2006年公開。

 乙一の原作は読んでいないのだが、「原作(小説)と映画は別だ」ってことを確信させるレベルに達している映画である。

 だいたい120分を超える映画を観るのは、たとえ疲れたら画面を一時停止できる環境にある自宅であっても気合いが要るものである。ましてやホラーやアクションやコメディでないものは「物語」の中に入り込むまでに時間がかかる。身の回りを片付けて、飲み物と軽食の用意をして、ある程度部屋を暗くして、「さあ、見るぞ!」と再生ボタンを押すのである。それでも、最初の30分くらいはなかなか画面に集中できなかったりする。

 この作品。
 最初の10カットで引き込まれた。
 マジで。

 あ、映画がある・・・・・・と。

 それでもう十分である。
 原作がいかに素晴らしかろうが、ベストセラーであろうが、関係ない。
 なぜなら、物語が始まる前から、もうこちらは驚かされ、どぎまぎさせられ、これは純然たる映画だ、王道だ、と感服しているのだから。

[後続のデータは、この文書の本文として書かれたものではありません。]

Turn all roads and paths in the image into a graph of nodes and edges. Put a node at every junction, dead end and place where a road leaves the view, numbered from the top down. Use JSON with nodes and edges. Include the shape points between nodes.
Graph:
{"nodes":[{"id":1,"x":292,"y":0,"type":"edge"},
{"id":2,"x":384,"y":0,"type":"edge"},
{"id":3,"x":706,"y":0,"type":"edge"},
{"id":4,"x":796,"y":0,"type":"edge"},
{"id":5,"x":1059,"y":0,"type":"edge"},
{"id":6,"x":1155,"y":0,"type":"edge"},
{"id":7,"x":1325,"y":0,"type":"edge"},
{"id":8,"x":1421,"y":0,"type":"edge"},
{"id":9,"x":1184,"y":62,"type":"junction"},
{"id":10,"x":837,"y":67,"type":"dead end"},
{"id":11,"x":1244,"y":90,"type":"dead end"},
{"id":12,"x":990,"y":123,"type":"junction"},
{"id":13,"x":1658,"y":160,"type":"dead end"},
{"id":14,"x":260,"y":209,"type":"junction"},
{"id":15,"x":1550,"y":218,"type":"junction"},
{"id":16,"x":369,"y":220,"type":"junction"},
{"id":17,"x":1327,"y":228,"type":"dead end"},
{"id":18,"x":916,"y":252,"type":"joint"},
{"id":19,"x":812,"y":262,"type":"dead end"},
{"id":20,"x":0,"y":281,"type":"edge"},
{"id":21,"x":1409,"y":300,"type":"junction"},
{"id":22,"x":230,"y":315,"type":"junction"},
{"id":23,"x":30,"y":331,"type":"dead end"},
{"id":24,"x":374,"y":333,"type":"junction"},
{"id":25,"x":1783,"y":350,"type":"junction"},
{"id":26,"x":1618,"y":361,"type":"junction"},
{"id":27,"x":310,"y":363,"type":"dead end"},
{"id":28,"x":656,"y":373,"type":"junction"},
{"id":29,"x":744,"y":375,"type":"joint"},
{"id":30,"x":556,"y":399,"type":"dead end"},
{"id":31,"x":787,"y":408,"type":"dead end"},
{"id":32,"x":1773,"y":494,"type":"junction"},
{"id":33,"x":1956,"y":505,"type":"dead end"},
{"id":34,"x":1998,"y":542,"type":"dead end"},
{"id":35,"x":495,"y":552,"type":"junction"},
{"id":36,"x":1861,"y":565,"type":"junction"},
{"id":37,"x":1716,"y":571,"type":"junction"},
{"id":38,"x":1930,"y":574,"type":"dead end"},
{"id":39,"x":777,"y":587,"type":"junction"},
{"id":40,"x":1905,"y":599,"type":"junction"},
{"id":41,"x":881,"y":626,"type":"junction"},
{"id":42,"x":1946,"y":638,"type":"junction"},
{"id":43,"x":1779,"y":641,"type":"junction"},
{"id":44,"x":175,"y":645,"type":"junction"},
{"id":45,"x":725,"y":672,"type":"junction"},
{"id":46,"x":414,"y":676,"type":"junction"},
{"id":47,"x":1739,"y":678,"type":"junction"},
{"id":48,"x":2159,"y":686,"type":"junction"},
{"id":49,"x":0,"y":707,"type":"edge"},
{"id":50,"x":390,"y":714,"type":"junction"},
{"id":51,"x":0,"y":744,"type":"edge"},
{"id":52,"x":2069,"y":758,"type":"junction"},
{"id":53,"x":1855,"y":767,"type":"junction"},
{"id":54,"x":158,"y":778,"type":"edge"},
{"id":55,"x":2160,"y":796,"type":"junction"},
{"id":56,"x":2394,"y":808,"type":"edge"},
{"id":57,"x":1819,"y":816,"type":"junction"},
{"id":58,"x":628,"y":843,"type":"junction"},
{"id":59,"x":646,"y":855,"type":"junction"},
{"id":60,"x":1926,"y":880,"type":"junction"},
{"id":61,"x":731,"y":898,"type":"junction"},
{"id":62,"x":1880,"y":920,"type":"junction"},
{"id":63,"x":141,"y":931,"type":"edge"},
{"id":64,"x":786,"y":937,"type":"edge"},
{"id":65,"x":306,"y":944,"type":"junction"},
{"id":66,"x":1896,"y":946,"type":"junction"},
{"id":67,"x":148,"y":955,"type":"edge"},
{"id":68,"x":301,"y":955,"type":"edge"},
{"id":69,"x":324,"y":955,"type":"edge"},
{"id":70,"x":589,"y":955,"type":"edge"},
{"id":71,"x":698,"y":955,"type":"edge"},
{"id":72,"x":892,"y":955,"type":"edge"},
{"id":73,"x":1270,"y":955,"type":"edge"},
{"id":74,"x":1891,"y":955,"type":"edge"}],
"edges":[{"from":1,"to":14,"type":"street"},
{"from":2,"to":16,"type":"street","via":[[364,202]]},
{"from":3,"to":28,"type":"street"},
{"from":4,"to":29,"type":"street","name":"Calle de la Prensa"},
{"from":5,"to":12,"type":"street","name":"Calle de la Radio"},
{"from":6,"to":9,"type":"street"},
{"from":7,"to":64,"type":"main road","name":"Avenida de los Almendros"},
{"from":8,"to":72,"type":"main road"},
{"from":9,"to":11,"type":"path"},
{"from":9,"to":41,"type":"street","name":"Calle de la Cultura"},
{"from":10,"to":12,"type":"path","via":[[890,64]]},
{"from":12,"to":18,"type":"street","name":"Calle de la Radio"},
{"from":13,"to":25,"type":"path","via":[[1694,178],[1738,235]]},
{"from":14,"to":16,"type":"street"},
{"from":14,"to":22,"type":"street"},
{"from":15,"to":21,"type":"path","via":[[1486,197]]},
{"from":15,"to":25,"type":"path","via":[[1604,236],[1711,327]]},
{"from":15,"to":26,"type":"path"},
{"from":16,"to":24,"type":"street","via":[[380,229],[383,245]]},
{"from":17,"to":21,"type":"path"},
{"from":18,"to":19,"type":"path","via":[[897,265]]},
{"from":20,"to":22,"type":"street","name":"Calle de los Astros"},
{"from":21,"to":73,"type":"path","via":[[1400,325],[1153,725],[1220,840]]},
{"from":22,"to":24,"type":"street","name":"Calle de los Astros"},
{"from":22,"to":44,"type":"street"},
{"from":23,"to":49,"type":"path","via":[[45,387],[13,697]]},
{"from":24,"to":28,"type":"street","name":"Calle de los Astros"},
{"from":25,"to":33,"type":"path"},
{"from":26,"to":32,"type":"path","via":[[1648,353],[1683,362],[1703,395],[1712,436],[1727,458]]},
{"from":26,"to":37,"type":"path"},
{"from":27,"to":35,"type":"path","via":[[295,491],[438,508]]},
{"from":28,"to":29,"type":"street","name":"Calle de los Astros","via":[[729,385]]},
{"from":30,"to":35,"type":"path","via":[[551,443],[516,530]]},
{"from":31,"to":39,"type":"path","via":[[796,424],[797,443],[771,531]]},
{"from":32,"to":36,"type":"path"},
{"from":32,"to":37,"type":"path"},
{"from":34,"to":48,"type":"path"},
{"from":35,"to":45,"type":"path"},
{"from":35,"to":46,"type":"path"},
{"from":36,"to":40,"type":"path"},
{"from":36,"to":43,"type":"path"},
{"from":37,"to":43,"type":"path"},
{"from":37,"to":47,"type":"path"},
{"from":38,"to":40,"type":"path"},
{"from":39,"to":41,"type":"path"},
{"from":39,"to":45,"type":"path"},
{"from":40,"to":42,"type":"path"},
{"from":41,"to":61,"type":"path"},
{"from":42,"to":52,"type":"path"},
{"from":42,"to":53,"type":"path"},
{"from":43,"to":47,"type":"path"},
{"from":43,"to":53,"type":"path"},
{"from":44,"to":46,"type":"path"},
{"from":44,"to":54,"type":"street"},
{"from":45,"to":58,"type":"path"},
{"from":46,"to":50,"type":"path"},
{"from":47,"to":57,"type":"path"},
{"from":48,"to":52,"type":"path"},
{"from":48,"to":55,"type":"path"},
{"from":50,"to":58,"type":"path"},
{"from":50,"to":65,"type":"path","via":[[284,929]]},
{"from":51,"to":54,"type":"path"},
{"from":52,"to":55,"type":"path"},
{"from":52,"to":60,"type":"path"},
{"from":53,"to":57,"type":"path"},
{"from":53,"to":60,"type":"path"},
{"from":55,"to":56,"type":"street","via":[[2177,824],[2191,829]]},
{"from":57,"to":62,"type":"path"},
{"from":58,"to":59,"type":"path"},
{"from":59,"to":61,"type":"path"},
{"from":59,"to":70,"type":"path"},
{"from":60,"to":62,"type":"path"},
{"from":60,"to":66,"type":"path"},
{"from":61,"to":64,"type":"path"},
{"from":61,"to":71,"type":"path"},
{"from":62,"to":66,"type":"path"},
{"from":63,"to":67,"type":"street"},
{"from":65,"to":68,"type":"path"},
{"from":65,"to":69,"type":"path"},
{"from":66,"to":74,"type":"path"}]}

 列車が撮れる、駅が撮れる、というのは、本物の映画監督かどうかを見分けるリトマス試験紙である。
 冒頭の駅のシーンで映画以外の何物でもない作品のクオリティに、まさにホームから突き落とされたかのような無抵抗に追いやられてしまった。

 小説の映画化、映像による「物語」のビジュアル化、なんて次元はとうに超えている。
 映像による「物語」からの逸脱、解放が、成し遂げられている。
 「読んでから観るか。観てから読むか。」なんて文句は完全にはずしている。

 ただ、ただ、映画である。

 主演の二人、盲目の少女役の田中麗奈も、胸がかきむしられるほど痛切な青春映画『藍色夏恋』(イー・ツーイェン監督、2002年)に出ていたイケメン青年チェン・ボーリンも、映画的時間と空間を体細胞に刻んでいるかのような的確な表現である。
 そのように演出した監督の手腕は言わずもがな。

 天願大介のこれまでの作品の中では一番だと思う。

 新作は、絶対「暗いところで(映画館)」で観るぞ。


評価:B+

A+ ・・・・・ めったにない傑作。映画好きで良かった。 
        「東京物語」「2001年宇宙の旅」   

A- ・・・・・ 傑作。劇場で見たい。映画好きなら絶対見ておくべき。
        「風と共に去りぬ」「未来世紀ブラジル」「シャイニング」
        「未知との遭遇」「父、帰る」「ベニスに死す」
        「フィールド・オブ・ドリームス」「ザ・セル」
        「スティング」「フライング・ハイ」
        「嵐を呼ぶ モーレツ!オトナ帝国の逆襲」「フィアレス」
        ヒッチコックの作品たち

B+ ・・・・・ 良かった~。面白かった~。人に勧めたい。
        「アザーズ」「ポルターガイスト」「コンタクト」
        「ギャラクシークエスト」「白いカラス」
        「アメリカン・ビューティー」「オープン・ユア・アイズ」

B- ・・・・・ 純粋に楽しめる。悪くは無い。
        「グラディエーター」「ハムナプトラ」「マトリックス」 
        「アウトブレイク」「アイデンティティ」「CUBU」
        「ボーイズ・ドント・クライ」
        チャップリンの作品たち   

C+ ・・・・・ 退屈しのぎにちょうどよい。(間違って再度借りなきゃ良いが・・・)
        「アルマゲドン」「ニューシネマパラダイス」
        「アナコンダ」 

C- ・・・・・ もうちょっとなんとかすれば良いのになあ。不満が残る。
        「お葬式」「プラトーン」

D+ ・・・・・ 駄作。ゴミ。見なきゃ良かった。
        「レオン」「パッション」「マディソン郡の橋」「サイン」

D- ・・・・・ 見たのは一生の不覚。金返せ~!!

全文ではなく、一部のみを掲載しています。